*** Block opens ***

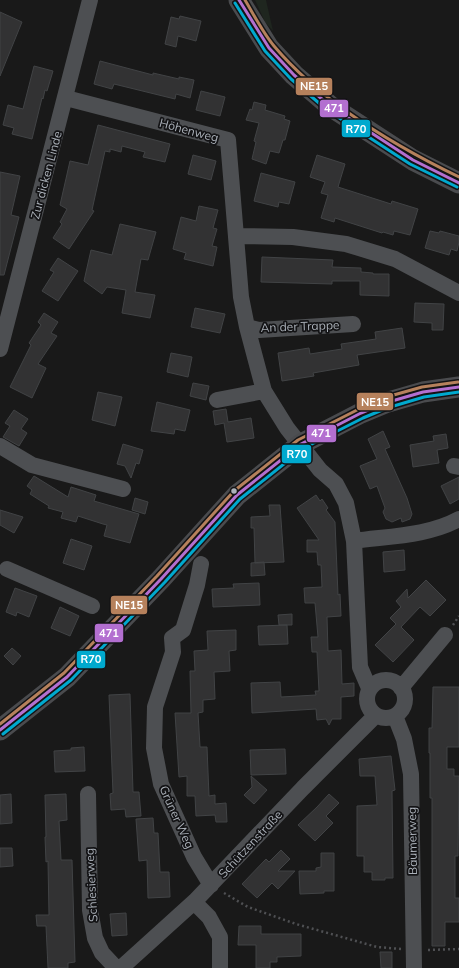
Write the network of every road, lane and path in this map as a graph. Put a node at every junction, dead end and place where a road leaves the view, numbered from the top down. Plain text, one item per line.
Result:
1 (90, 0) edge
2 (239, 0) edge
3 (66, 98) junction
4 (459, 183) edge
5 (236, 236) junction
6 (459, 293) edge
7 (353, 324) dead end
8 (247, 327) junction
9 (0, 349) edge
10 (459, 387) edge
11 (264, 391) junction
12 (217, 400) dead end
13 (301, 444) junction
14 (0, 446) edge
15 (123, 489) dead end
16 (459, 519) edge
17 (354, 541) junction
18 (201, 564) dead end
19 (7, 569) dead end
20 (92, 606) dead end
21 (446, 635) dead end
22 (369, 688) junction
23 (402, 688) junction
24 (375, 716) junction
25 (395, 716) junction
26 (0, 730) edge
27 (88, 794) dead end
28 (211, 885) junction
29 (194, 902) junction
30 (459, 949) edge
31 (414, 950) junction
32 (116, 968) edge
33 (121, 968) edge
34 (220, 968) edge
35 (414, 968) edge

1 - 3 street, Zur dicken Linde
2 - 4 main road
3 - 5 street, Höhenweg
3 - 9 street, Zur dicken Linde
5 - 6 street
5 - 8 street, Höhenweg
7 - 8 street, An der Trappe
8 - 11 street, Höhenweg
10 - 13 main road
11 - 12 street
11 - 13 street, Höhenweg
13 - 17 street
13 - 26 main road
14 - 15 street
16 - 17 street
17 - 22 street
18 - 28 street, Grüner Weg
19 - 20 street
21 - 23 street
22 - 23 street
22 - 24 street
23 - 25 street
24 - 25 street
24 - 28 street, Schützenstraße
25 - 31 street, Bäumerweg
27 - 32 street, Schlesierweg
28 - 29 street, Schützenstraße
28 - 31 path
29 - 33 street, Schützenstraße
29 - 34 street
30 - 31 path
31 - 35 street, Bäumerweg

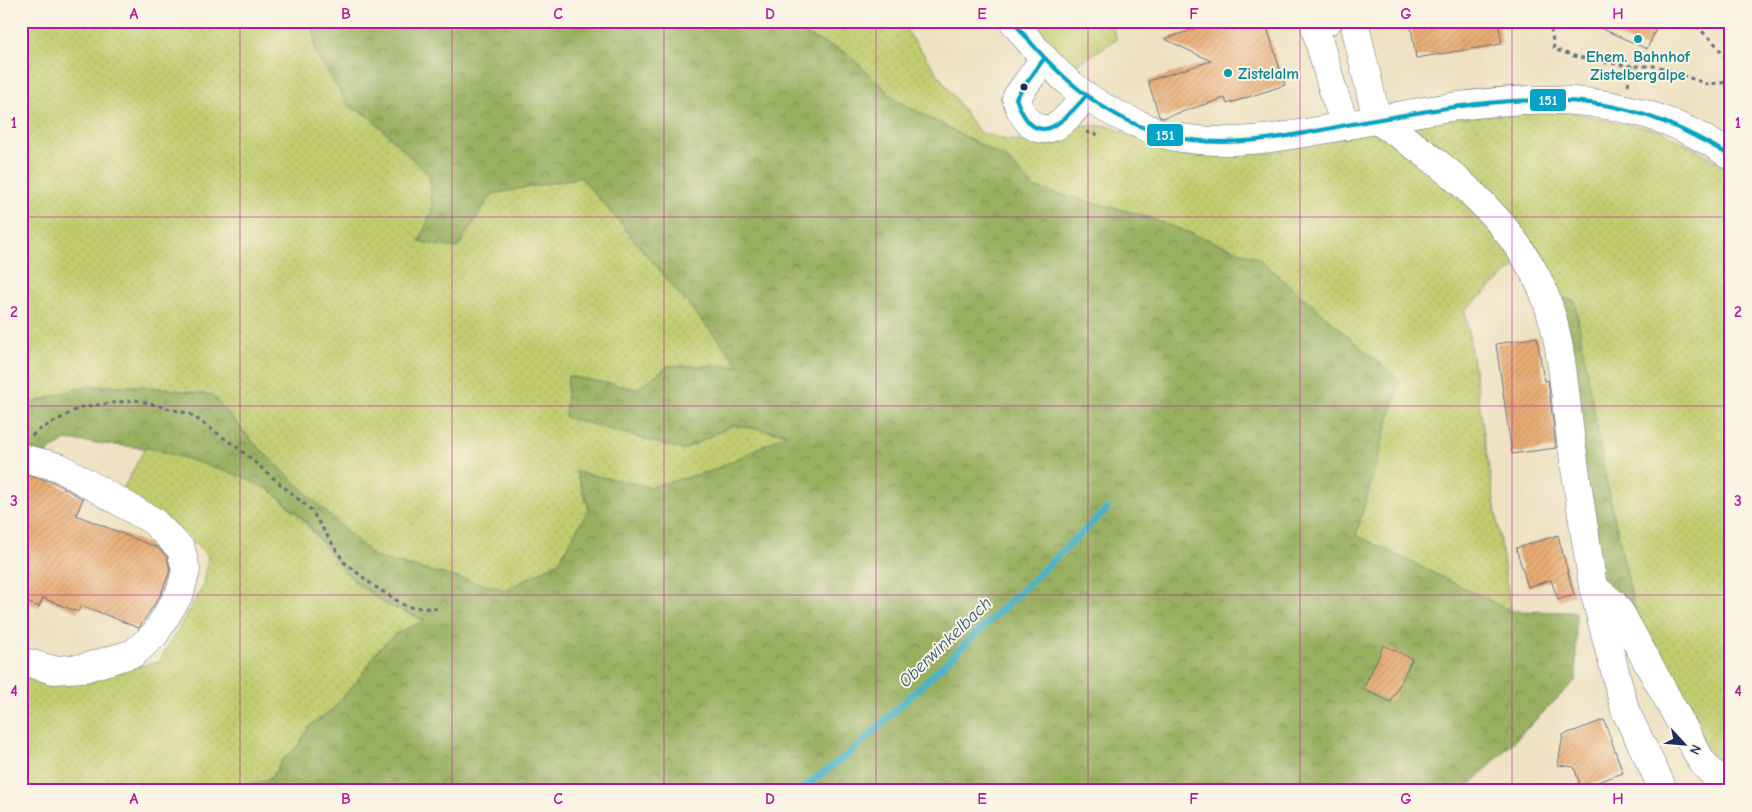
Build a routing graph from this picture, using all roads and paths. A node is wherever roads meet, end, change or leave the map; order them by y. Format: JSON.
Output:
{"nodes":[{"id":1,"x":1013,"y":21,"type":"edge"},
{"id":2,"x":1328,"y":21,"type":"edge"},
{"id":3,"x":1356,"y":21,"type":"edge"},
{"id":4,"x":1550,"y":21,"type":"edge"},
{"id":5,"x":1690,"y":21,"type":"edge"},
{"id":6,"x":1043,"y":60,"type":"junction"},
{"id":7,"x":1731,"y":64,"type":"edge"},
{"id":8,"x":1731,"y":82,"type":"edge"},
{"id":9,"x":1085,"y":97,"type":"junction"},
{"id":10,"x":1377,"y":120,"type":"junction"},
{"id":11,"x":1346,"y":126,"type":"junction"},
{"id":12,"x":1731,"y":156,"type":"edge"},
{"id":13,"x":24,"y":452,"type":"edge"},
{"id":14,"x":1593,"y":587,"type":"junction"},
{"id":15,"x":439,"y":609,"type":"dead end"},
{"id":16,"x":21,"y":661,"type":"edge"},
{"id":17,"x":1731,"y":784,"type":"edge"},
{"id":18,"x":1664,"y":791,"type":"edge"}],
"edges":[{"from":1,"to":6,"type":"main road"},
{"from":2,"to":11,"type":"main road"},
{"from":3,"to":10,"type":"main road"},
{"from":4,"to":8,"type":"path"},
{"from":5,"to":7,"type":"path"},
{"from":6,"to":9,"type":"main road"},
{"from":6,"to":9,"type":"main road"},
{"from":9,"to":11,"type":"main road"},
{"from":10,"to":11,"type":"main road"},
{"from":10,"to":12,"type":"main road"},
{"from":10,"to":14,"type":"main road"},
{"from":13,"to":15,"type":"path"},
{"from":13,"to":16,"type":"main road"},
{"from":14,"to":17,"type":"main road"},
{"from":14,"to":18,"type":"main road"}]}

*** Block closes ***

What is being asked. Exactly as they appear, output the line holding "Build a routing" and all lines after it through the end of the listing above, and only those.

Exercise solution.
Build a routing graph from this picture, using all roads and paths. A node is wherever roads meet, end, change or leave the map; order them by y. Format: JSON.
Output:
{"nodes":[{"id":1,"x":1013,"y":21,"type":"edge"},
{"id":2,"x":1328,"y":21,"type":"edge"},
{"id":3,"x":1356,"y":21,"type":"edge"},
{"id":4,"x":1550,"y":21,"type":"edge"},
{"id":5,"x":1690,"y":21,"type":"edge"},
{"id":6,"x":1043,"y":60,"type":"junction"},
{"id":7,"x":1731,"y":64,"type":"edge"},
{"id":8,"x":1731,"y":82,"type":"edge"},
{"id":9,"x":1085,"y":97,"type":"junction"},
{"id":10,"x":1377,"y":120,"type":"junction"},
{"id":11,"x":1346,"y":126,"type":"junction"},
{"id":12,"x":1731,"y":156,"type":"edge"},
{"id":13,"x":24,"y":452,"type":"edge"},
{"id":14,"x":1593,"y":587,"type":"junction"},
{"id":15,"x":439,"y":609,"type":"dead end"},
{"id":16,"x":21,"y":661,"type":"edge"},
{"id":17,"x":1731,"y":784,"type":"edge"},
{"id":18,"x":1664,"y":791,"type":"edge"}],
"edges":[{"from":1,"to":6,"type":"main road"},
{"from":2,"to":11,"type":"main road"},
{"from":3,"to":10,"type":"main road"},
{"from":4,"to":8,"type":"path"},
{"from":5,"to":7,"type":"path"},
{"from":6,"to":9,"type":"main road"},
{"from":6,"to":9,"type":"main road"},
{"from":9,"to":11,"type":"main road"},
{"from":10,"to":11,"type":"main road"},
{"from":10,"to":12,"type":"main road"},
{"from":10,"to":14,"type":"main road"},
{"from":13,"to":15,"type":"path"},
{"from":13,"to":16,"type":"main road"},
{"from":14,"to":17,"type":"main road"},
{"from":14,"to":18,"type":"main road"}]}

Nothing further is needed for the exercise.